Kapadokya'ya gidiş için turlar gecenin yarısı yola çıkıyor. Ankara'ya kadar yolda herhangi bir sorun yok. Her ne kadar otobanda gittiğinizi fark etmesenizde yol çokta kötü değil. Ya da Ankara ile Aksaray arasındaki yol ile kıyasladığım için böyle bir hisse kapılmışta olabilirim. Çünkü Gölbaşından itibaren otobüste mi yolculuk ediyorum yoksa dörtnala ata binmiş mi koşturuyorum çözemedim. Gerçekten kötü, ülkenin başkenti ile en büyük şehri arasında bağlantıyı sağlayan ana yol bu.
Kapadokya Ürgüp ve Göreme'den ibaret sanılsa da aslında çok büyük bir coğrafya. Kuzeyde Karadeniz dağları güneyde Toroslar batı da Tuz Gölü ve doğuda Kayseri'nin doğu sınırları bu bölgeyi oluşturmuş. Tarihte doğudan batıya uzanan yolun üzerinde olduğu için ticari açıdan ipek yoluna kucak açmış ve bunun sayesinde zenginleşmiş . Öte yandan aynı yolu takip eden fatihlerce de defalarca hırpalanmış, yağmalanmış ama her zaman tekrar dirilmiş.

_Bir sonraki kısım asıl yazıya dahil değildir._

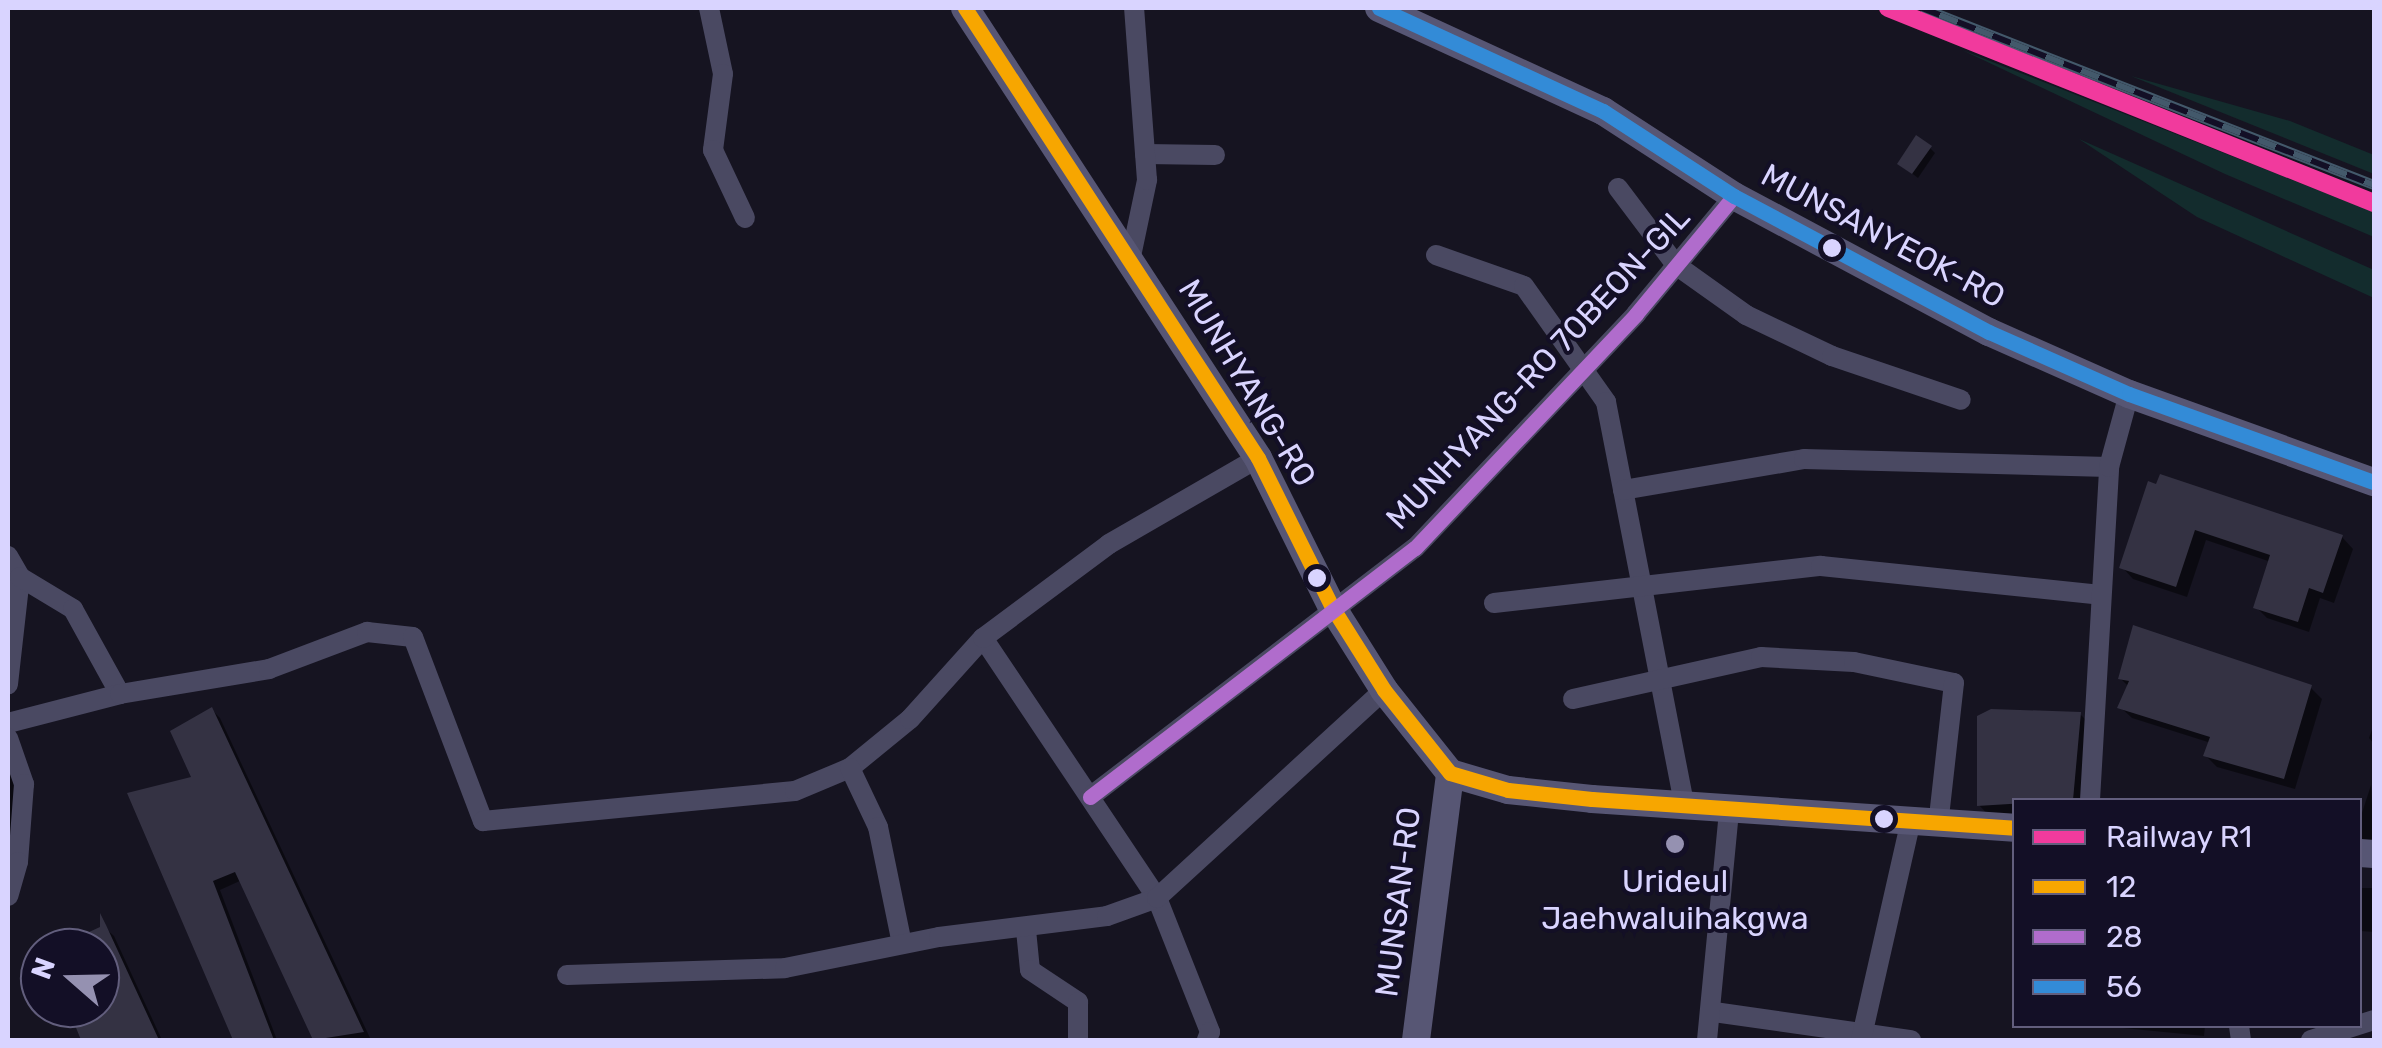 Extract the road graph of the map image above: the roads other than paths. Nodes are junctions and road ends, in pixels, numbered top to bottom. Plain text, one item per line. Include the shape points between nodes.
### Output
1 (709, 8) edge
2 (965, 8) edge
3 (1134, 8) edge
4 (1379, 8) edge
5 (1146, 154) junction
6 (1214, 154) dead end
7 (1618, 188) dead end
8 (1734, 196) junction
9 (745, 218) dead end
10 (1436, 255) dead end
11 (1130, 261) junction
12 (1676, 265) junction
13 (1584, 368) junction
14 (2129, 394) junction
15 (1962, 400) dead end
16 (1258, 458) junction
17 (2109, 468) junction
18 (2374, 482) edge
19 (1623, 490) junction
20 (8, 556) edge
21 (20, 577) junction
22 (1640, 588) junction
23 (2101, 595) junction
24 (1494, 603) dead end
25 (1332, 607) junction
26 (984, 638) junction
27 (1665, 683) junction
28 (8, 684) edge
29 (1384, 690) junction
30 (120, 694) junction
31 (1573, 700) dead end
32 (8, 723) edge
33 (8, 738) edge
34 (850, 768) junction
35 (1450, 773) junction
36 (1090, 797) junction
37 (2090, 798) edge
38 (1685, 806) junction
39 (1729, 810) junction
40 (1924, 824) junction
41 (2012, 828) edge
42 (8, 896) edge
43 (1157, 898) junction
44 (1026, 930) junction
45 (902, 944) junction
46 (567, 975) dead end
47 (1714, 1012) junction
48 (2349, 1028) edge
49 (1862, 1037) edge
50 (1215, 1038) edge
51 (1078, 1040) edge
52 (1416, 1040) edge
53 (1707, 1040) edge
54 (1911, 1040) edge
55 (2312, 1040) edge

1 - 9 street via 723,74 712,150
2 - 11 street, MUNHYANG-RO
3 - 5 street
4 - 8 street, MUNSANYEOK-RO via 1603,111
5 - 6 street
5 - 11 street via 1148,180
7 - 12 street
8 - 12 street, MUNHYANG-RO 70BEON-GIL
8 - 14 street, MUNSANYEOK-RO via 1943,310
10 - 13 street via 1524,286
11 - 16 street, MUNHYANG-RO
12 - 13 street, MUNHYANG-RO 70BEON-GIL
12 - 15 street via 1746,314 1832,356
13 - 19 street via 1606,402
13 - 25 street, MUNHYANG-RO 70BEON-GIL via 1415,548 1367,590
14 - 17 street
14 - 18 street, MUNSANYEOK-RO
16 - 25 street, MUNHYANG-RO
16 - 26 street via 1109,544
17 - 19 street via 1804,459
17 - 23 street
19 - 22 street
20 - 21 street
21 - 28 street
21 - 30 street via 73,609
22 - 23 street via 1821,566
22 - 24 street
22 - 27 street
23 - 37 street
25 - 29 street, MUNHYANG-RO
25 - 36 street, MUNHYANG-RO 70BEON-GIL
26 - 34 street via 910,719
26 - 36 street
27 - 31 street
27 - 38 street
27 - 40 street via 1761,657 1854,662 1954,684
29 - 35 street, MUNHYANG-RO
29 - 43 street
30 - 32 street
30 - 34 street via 269,670 368,632 413,637 483,821 795,791
33 - 42 street via 24,784 18,862
34 - 45 street via 878,826
35 - 38 street via 1508,790
35 - 52 street, MUNSAN-RO
36 - 43 street
38 - 39 street
39 - 40 street
39 - 47 street
40 - 41 street
40 - 49 street
43 - 44 street via 1107,916
43 - 50 street
44 - 45 street
44 - 51 street via 1030,970 1078,1002
45 - 46 street via 736,973
47 - 49 street
47 - 53 street
48 - 55 street
49 - 54 street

Coğrafi yapısı da oldukça ilginç ve vahşi. Etrafınızda sönmüş volkanik dağlar göreceksiniz. Bunların en haşmetlisi ise karlı zirvesi ile Hasandağı. Bunların patlamaları sonucu biriken kül, toz, tüf zamanla bu doğal yapının oluşmasını sağlamış. Toprağının işlenmesi kolay olduğu için otuz kadar yer altı şehri oluşturulmuş. Bunların tam sayısı da bilinmiyor.T ıpkı bu şehirlerin tam anlamıyla uzandıkları yerlerin bilinemediği gibi. Aynı yumuşak kayaçlar pek çok yamaçta kaya mezarı, konut yada güvercinlik gibi amaçlarla insanların kazıyabilmesine imkan vermiş.

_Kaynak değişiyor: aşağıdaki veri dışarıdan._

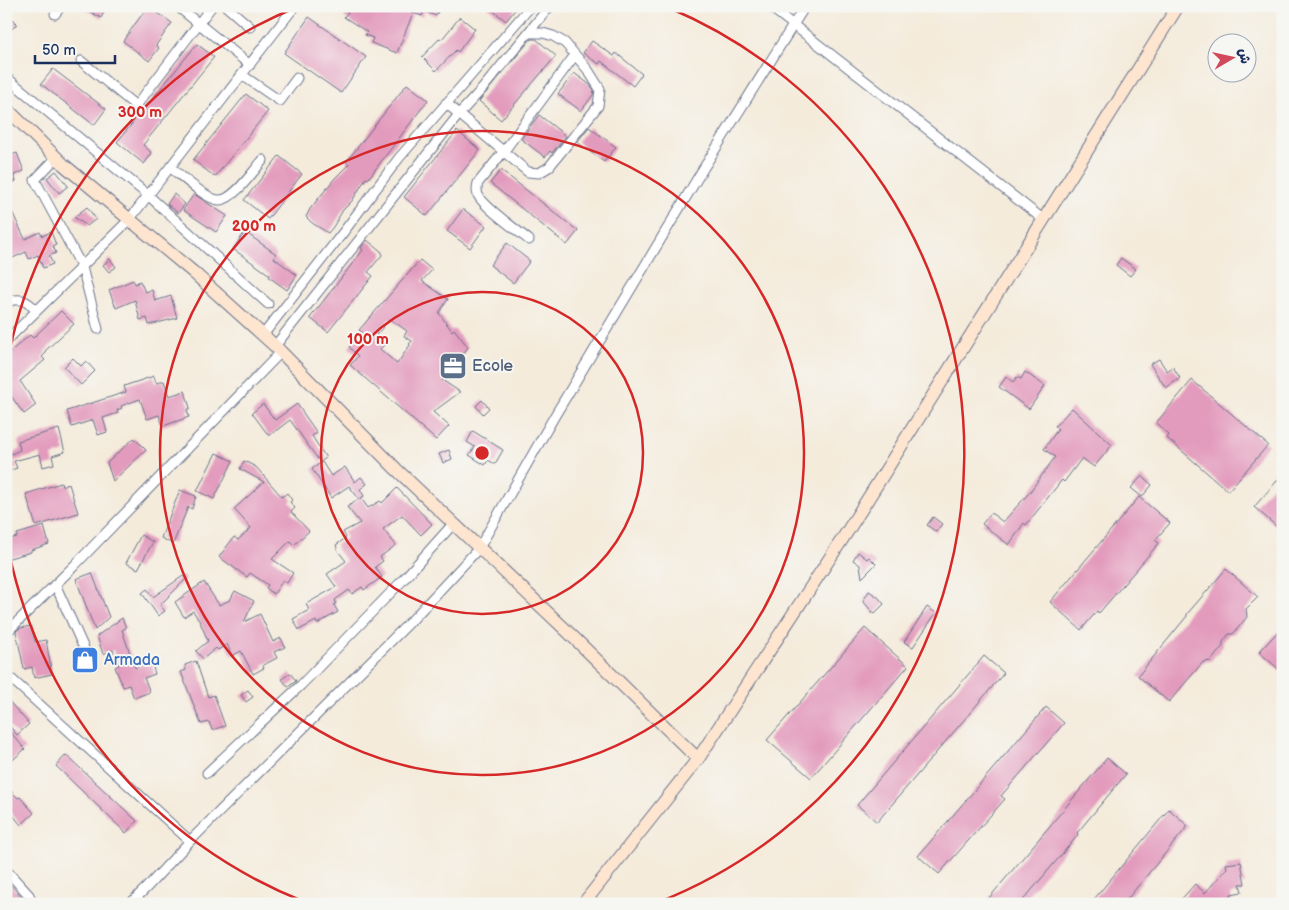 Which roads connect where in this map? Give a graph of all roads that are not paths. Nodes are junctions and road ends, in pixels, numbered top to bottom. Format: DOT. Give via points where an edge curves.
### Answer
graph roads {
  1 [pos="177,6"];
  2 [pos="212,6"];
  3 [pos="226,6"];
  4 [pos="295,6"];
  5 [pos="531,6"];
  6 [pos="550,6"];
  7 [pos="769,6"];
  8 [pos="806,6"];
  9 [pos="1178,6"];
  10 [pos="198,24"];
  11 [pos="794,26"];
  12 [pos="250,27"];
  13 [pos="529,32"];
  14 [pos="501,41"];
  15 [pos="513,53"];
  16 [pos="575,55"];
  17 [pos="81,61"];
  18 [pos="250,65"];
  19 [pos="242,75"];
  20 [pos="6,77"];
  21 [pos="296,78"];
  22 [pos="446,103"];
  23 [pos="6,108"];
  24 [pos="460,113"];
  25 [pos="504,150"];
  26 [pos="56,158"];
  27 [pos="263,160"];
  28 [pos="172,168"];
  29 [pos="149,196"];
  30 [pos="129,220"];
  31 [pos="1044,220"];
  32 [pos="530,240"];
  33 [pos="82,267"];
  34 [pos="6,302"];
  35 [pos="268,304"];
  36 [pos="36,310"];
  37 [pos="98,329"];
  38 [pos="262,335"];
  39 [pos="6,341"];
  40 [pos="278,349"];
  41 [pos="453,524"];
  42 [pos="479,548"];
  43 [pos="55,584"];
  44 [pos="6,633"];
  45 [pos="91,664"];
  46 [pos="6,674"];
  47 [pos="698,759"];
  48 [pos="207,774"];
  49 [pos="190,841"];
  50 [pos="6,870"];
  51 [pos="33,904"];
  52 [pos="130,904"];
  53 [pos="583,904"];
  1 -- 10 [label="street"];
  2 -- 10 [label="street"];
  3 -- 12 [label="street"];
  4 -- 18 [label="street"];
  5 -- 14 [label="street"];
  6 -- 13 [label="street"];
  7 -- 11 [label="street"];
  8 -- 11 [label="street"];
  9 -- 31 [label="street"];
  10 -- 17 [label="street" via="136,106"];
  10 -- 18 [label="street"];
  11 -- 31 [label="street"];
  11 -- 42 [label="street" via="703,169"];
  13 -- 15 [label="street"];
  13 -- 16 [label="street" via="553,36 565,43"];
  14 -- 15 [label="street"];
  14 -- 22 [label="street"];
  15 -- 24 [label="street"];
  16 -- 25 [label="street"];
  16 -- 25 [label="street" via="597,82 598,106 544,171 528,172"];
  18 -- 19 [label="street"];
  19 -- 21 [label="street" via="280,101"];
  19 -- 28 [label="street"];
  20 -- 29 [label="street"];
  22 -- 24 [label="street"];
  22 -- 38 [label="street" via="399,158"];
  23 -- 26 [label="street"];
  24 -- 25 [label="street"];
  24 -- 40 [label="street"];
  25 -- 32 [label="street" via="478,183 477,192 486,205"];
  26 -- 30 [label="street"];
  26 -- 33 [label="street" via="35,180"];
  27 -- 28 [label="street" via="236,191 222,200 213,199"];
  28 -- 29 [label="street"];
  29 -- 30 [label="street"];
  29 -- 35 [label="street"];
  30 -- 33 [label="street"];
  30 -- 38 [label="street" via="193,272"];
  31 -- 47 [label="street" via="847,532"];
  33 -- 36 [label="street"];
  33 -- 37 [label="street"];
  34 -- 36 [label="street" via="22,300"];
  36 -- 39 [label="street"];
  38 -- 40 [label="street"];
  40 -- 41 [label="street"];
  40 -- 43 [label="street"];
  41 -- 42 [label="street"];
  41 -- 48 [label="street" via="301,685"];
  42 -- 47 [label="street"];
  42 -- 49 [label="street" via="413,619"];
  43 -- 44 [label="street"];
  43 -- 45 [label="street"];
  46 -- 49 [label="street"];
  47 -- 53 [label="street"];
  49 -- 52 [label="street"];
  50 -- 51 [label="street"];
}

Gölün kıyısına gün doğarken geldik ve burada küçük bir fotoğraf molası verdik. Aslında göle fotoğraf için gelinmesi gereken zaman gün batımı. Güneşin uçsuz bucaksız gökyüzündeki renklerle cümbüşünün göl yüzeyine yansıması harika görüntüler oluşturuyor olmalı. Göl kıyısında, göle doğru yirmi otuz metre kadar uzanan bir dilin üzerinde manzarayı ve gölü izleyebiliyorsunuz.
Yapı, Karamanlılar
ile Memreş adlı bir Türk beyi arasındaki çatışmada büyük tahribe uğramış, iki
kulesi yıkılmış; 14. yüzyıl başlarında Kerimeddin Gazan Han tarafından yeniden
yaptırılmış. Memreş kimdir bulamadım.
Yol üzerinde pek çok kervansaray
ve han mevcut. Hepsine uğramak mümkün değil. Sadece Anadoludaki han ve
kervansaray sayısı için beşyüz gibi bir rakam telaffuz edilmekte. Selçuklu bu.
Gerçek medeniyet bu.
Buradan sonra artık Kapadokya'ya iyice girdiğinizi fark
edebiliyorsunuz. Selime diye bir köyde ilk izlerle karşılaşıyorsunuz. Burada
köyün mezarlığında sekizgen, külahlı bir türbe var. Selime Hatun Türbesi diye
bilinmekte. Kimdir bu Selime Hatun bunu da bulamadım. Yaptığım araştırmalarda
bu türbenin Ali Paşa Türbesi olarak da bilindiği ve içinde mumyalık yada
cenazelik de denilen bodrumlardan olduğunu buldum. Mezarlıkta da bir kaç ilginç
mezar taşı görünmekte.
Mezarlığın hemen karşısında kaya oluşumları arasında Selime Katedrali adıyla bilinen bir kilise var. Gezecek yer o kadar çok ve gezecek zaman o denli kısıtlı ki… Ne yazık ki içine giremedik bu yapının da .Sadece dışarıdan birkaç poz görüntü alabildim.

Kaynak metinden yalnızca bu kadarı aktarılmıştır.